Now, Anne Lindbergh sounds nothing like Dan’s description of the American women most likely to get abortions in the early 21st century: “economically disadvantaged single mothers in their twenties who do not believe they can support another child.” But the fact that she did opt against a legal abortion may illustrate some of Dan’s case. Public policy can’t guarantee most people the wealth of an Anne Lindbergh, but it can reduce poverty and increase economic security to the point that fewer women need to worry that they can’t afford to have children. Moreover, it can help ensure that all women have reliable access to health care, child care, and education, factors that Anne took for granted as she contemplated bearing and raising another child in her forties.

(Dan also stresses the importance of encouraging marriage as a means of reducing abortion. That’s a much murkier issue in the case of the Lindberghs. It’s hard to believe that being married to a frequently-absent husband helped her decide to keep their seventh child together, but all she says in her diary is that Charles found her fears “un-understandable and untenable” — not for the first time, or the last. A few years later she seriously contemplated divorce. In the end, they stayed together, with Anne never realizing that Charles went on to father seven more children with other women, starting the first affair about a decade after his wife’s last pregnancy ended in a miscarriage.)

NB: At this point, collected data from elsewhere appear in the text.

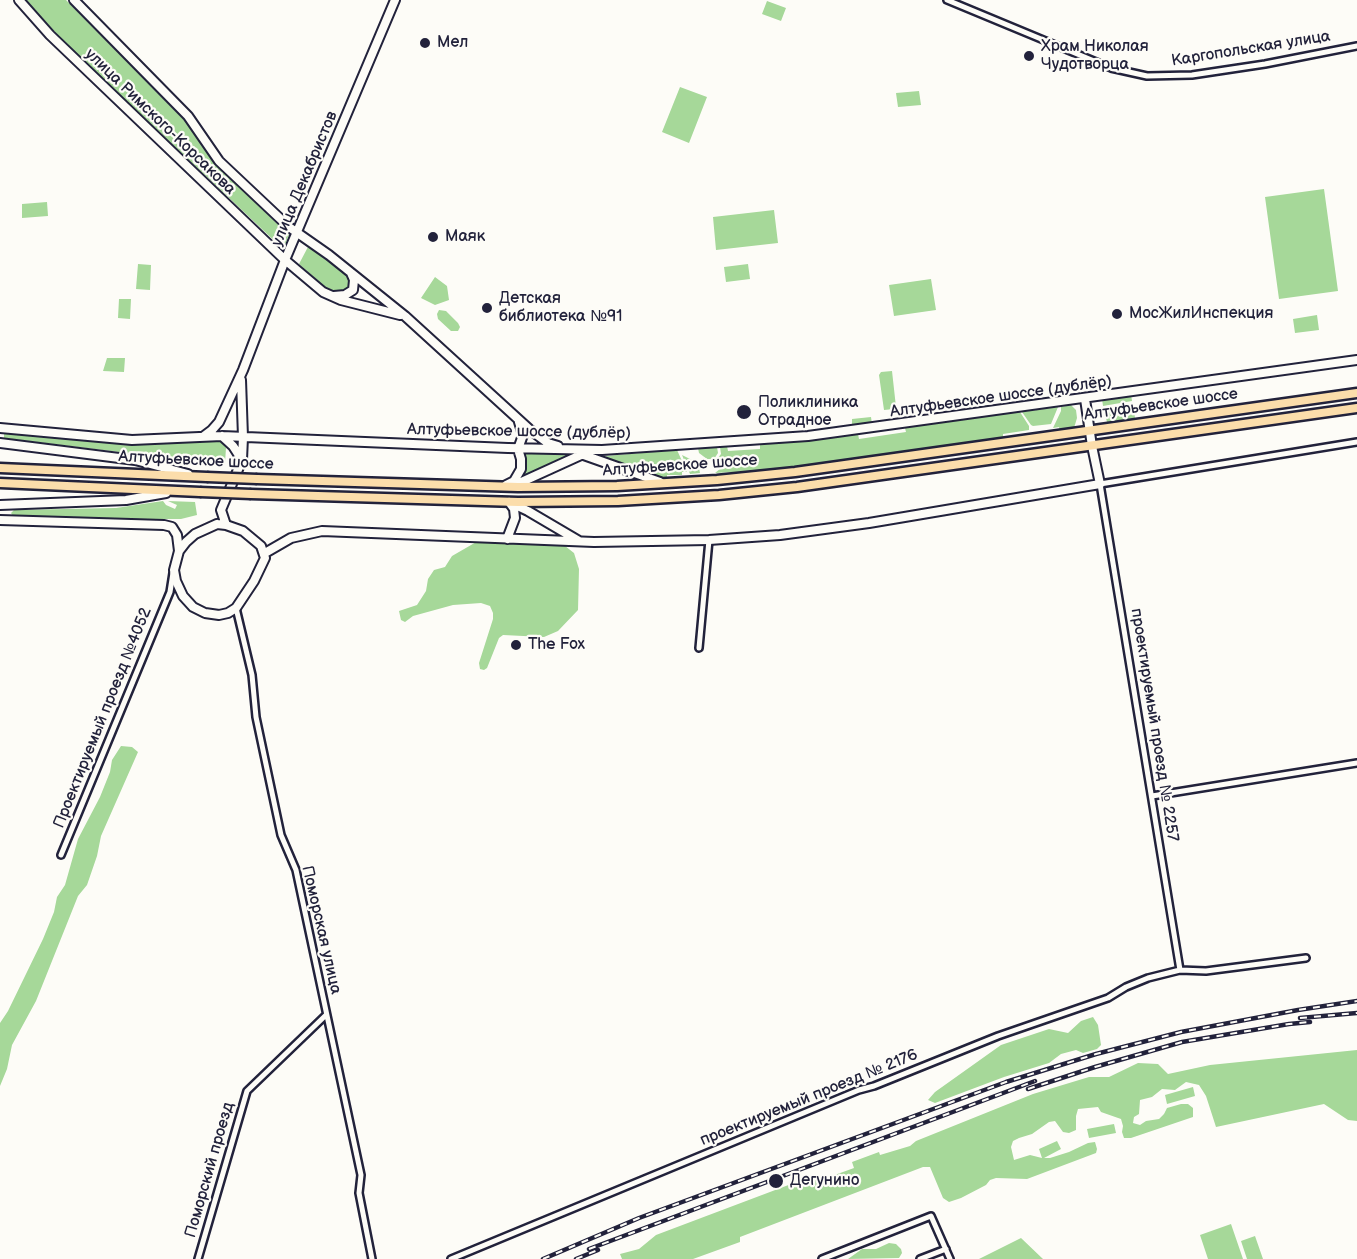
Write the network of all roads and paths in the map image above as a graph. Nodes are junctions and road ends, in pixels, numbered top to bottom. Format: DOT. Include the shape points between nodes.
graph roads {
  1 [pos="19,0"];
  2 [pos="74,0"];
  3 [pos="395,0"];
  4 [pos="947,0"];
  5 [pos="1357,46"];
  6 [pos="298,232"];
  7 [pos="285,260"];
  8 [pos="349,270"];
  9 [pos="330,296"];
  10 [pos="405,316"];
  11 [pos="1357,360"];
  12 [pos="243,370"];
  13 [pos="1357,393"];
  14 [pos="1085,399"];
  15 [pos="1357,408"];
  16 [pos="516,417"];
  17 [pos="0,429"];
  18 [pos="1089,431"];
  19 [pos="222,436"];
  20 [pos="243,437"];
  21 [pos="196,438"];
  22 [pos="1357,442"];
  23 [pos="2,443"];
  24 [pos="1092,446"];
  25 [pos="518,448"];
  26 [pos="565,449"];
  27 [pos="596,450"];
  28 [pos="583,454"];
  29 [pos="242,460"];
  30 [pos="0,468"];
  31 [pos="195,477"];
  32 [pos="0,483"];
  33 [pos="663,484"];
  34 [pos="1100,484"];
  35 [pos="503,487"];
  36 [pos="190,491"];
  37 [pos="509,502"];
  38 [pos="0,507"];
  39 [pos="0,515"];
  40 [pos="0,519"];
  41 [pos="28,520"];
  42 [pos="226,525"];
  43 [pos="507,539"];
  44 [pos="709,540"];
  45 [pos="579,542"];
  46 [pos="179,551"];
  47 [pos="265,553"];
  48 [pos="174,570"];
  49 [pos="177,584"];
  50 [pos="170,592"];
  51 [pos="236,608"];
  52 [pos="699,648"];
  53 [pos="1357,763"];
  54 [pos="1152,796"];
  55 [pos="61,855"];
  56 [pos="1306,958"];
  57 [pos="1180,970"];
  58 [pos="326,1015"];
  59 [pos="946,1249"];
  60 [pos="198,1259"];
  61 [pos="372,1259"];
  62 [pos="451,1259"];
  63 [pos="822,1259"];
  64 [pos="920,1259"];
  65 [pos="950,1259"];
  1 -- 7 [label="main road, улица Римского-Корсакова" via="50,35"];
  2 -- 6 [label="main road, улица Римского-Корсакова" via="188,116 219,160"];
  3 -- 6 [label="main road, улица Декабристов"];
  4 -- 5 [label="street, Каргопольская улица" via="1111,68 1148,76 1192,75"];
  6 -- 7 [label="main road, улица Декабристов"];
  6 -- 8 [label="main road, улица Римского-Корсакова"];
  7 -- 9 [label="main road, улица Римского-Корсакова"];
  7 -- 12 [label="main road, улица Декабристов"];
  8 -- 9 [label="main road" via="353,290 345,296"];
  8 -- 10 [label="main road, улица Римского-Корсакова"];
  9 -- 10 [label="main road"];
  10 -- 16 [label="main road, улица Римского-Корсакова"];
  11 -- 14 [label="main road, Алтуфьевское шоссе (дублёр)"];
  12 -- 20 [label="main road, улица Декабристов"];
  12 -- 21 [label="main road, улица Декабристов" via="216,426"];
  13 -- 18 [label="main road, Алтуфьевское шоссе"];
  14 -- 18 [label="main road"];
  14 -- 27 [label="main road, Алтуфьевское шоссе (дублёр)" via="808,436"];
  15 -- 24 [label="main road, Алтуфьевское шоссе"];
  16 -- 25 [label="main road" via="523,432"];
  16 -- 26 [label="main road, улица Римского-Корсакова" via="548,442"];
  17 -- 21 [label="main road, Алтуфьевское шоссе (дублёр)" via="132,440"];
  18 -- 24 [label="main road"];
  18 -- 33 [label="main road, Алтуфьевское шоссе" via="786,473"];
  19 -- 20 [label="main road, Алтуфьевское шоссе (дублёр)"];
  19 -- 21 [label="main road, Алтуфьевское шоссе (дублёр)"];
  19 -- 29 [label="main road"];
  20 -- 25 [label="main road, Алтуфьевское шоссе (дублёр)"];
  20 -- 29 [label="main road, улица Декабристов"];
  22 -- 34 [label="street"];
  23 -- 31 [label="main road" via="135,460"];
  24 -- 34 [label="main road"];
  24 -- 37 [label="main road, Алтуфьевское шоссе" via="743,493 618,501"];
  25 -- 26 [label="main road, Алтуфьевское шоссе (дублёр)"];
  25 -- 35 [label="main road" via="522,465 519,474"];
  26 -- 27 [label="main road, Алтуфьевское шоссе (дублёр)"];
  26 -- 28 [label="main road"];
  27 -- 28 [label="main road"];
  28 -- 33 [label="main road"];
  28 -- 35 [label="main road" via="526,481"];
  29 -- 42 [label="main road" via="221,510"];
  30 -- 31 [label="main road, Алтуфьевское шоссе"];
  31 -- 35 [label="main road, Алтуфьевское шоссе, bridge"];
  32 -- 36 [label="main road, Алтуфьевское шоссе"];
  33 -- 35 [label="main road, Алтуфьевское шоссе"];
  34 -- 44 [label="main road" via="846,527"];
  34 -- 54 [label="street, проектируемый проезд № 2257"];
  36 -- 37 [label="main road, Алтуфьевское шоссе, bridge"];
  36 -- 38 [label="main road" via="126,500"];
  37 -- 43 [label="main road" via="515,518"];
  37 -- 45 [label="main road"];
  39 -- 41 [label="main road"];
  40 -- 41 [label="main road"];
  41 -- 46 [label="main road" via="172,527"];
  42 -- 46 [label="main road" via="202,530"];
  42 -- 47 [label="main road" via="243,531"];
  43 -- 45 [label="main road"];
  43 -- 47 [label="main road" via="322,531 291,538"];
  44 -- 45 [label="main road"];
  44 -- 52 [label="street"];
  46 -- 48 [label="main road"];
  47 -- 51 [label="main road" via="263,566"];
  48 -- 49 [label="main road"];
  48 -- 50 [label="street, Проектируемый проезд №4052"];
  49 -- 50 [label="street, Проектируемый проезд №4052"];
  49 -- 51 [label="main road" via="193,607 205,613 219,615"];
  50 -- 55 [label="street, Проектируемый проезд №4052"];
  51 -- 58 [label="street, Поморская улица" via="281,835 296,870"];
  53 -- 54 [label="street"];
  54 -- 57 [label="street, проектируемый проезд № 2257"];
  56 -- 57 [label="street, проектируемый проезд № 2176" via="1206,971"];
  57 -- 62 [label="street, проектируемый проезд № 2176" via="1148,978 1108,998 859,1090"];
  58 -- 60 [label="street, Поморский проезд" via="247,1091"];
  58 -- 61 [label="street, Поморская улица" via="361,1175 359,1193"];
  59 -- 63 [label="street" via="931,1216"];
  59 -- 64 [label="street"];
  59 -- 65 [label="street"];
}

“If Christians could have protected the unborn simply by checking a box in the voting booth,” Dan concludes, “abortion likely would have ended a long time ago.” Thinking about the story of one particular woman deciding the future of her pregnancy leaves me more sympathetic to his ultimate argument: “Addressing the deeper human needs that have contributed to abortion means doing the messy work of confronting deeply rooted societal and personal sins. In other words, it requires the very sort of self-sacrifice that followers of a crucified Savior are divinely commissioned to do.”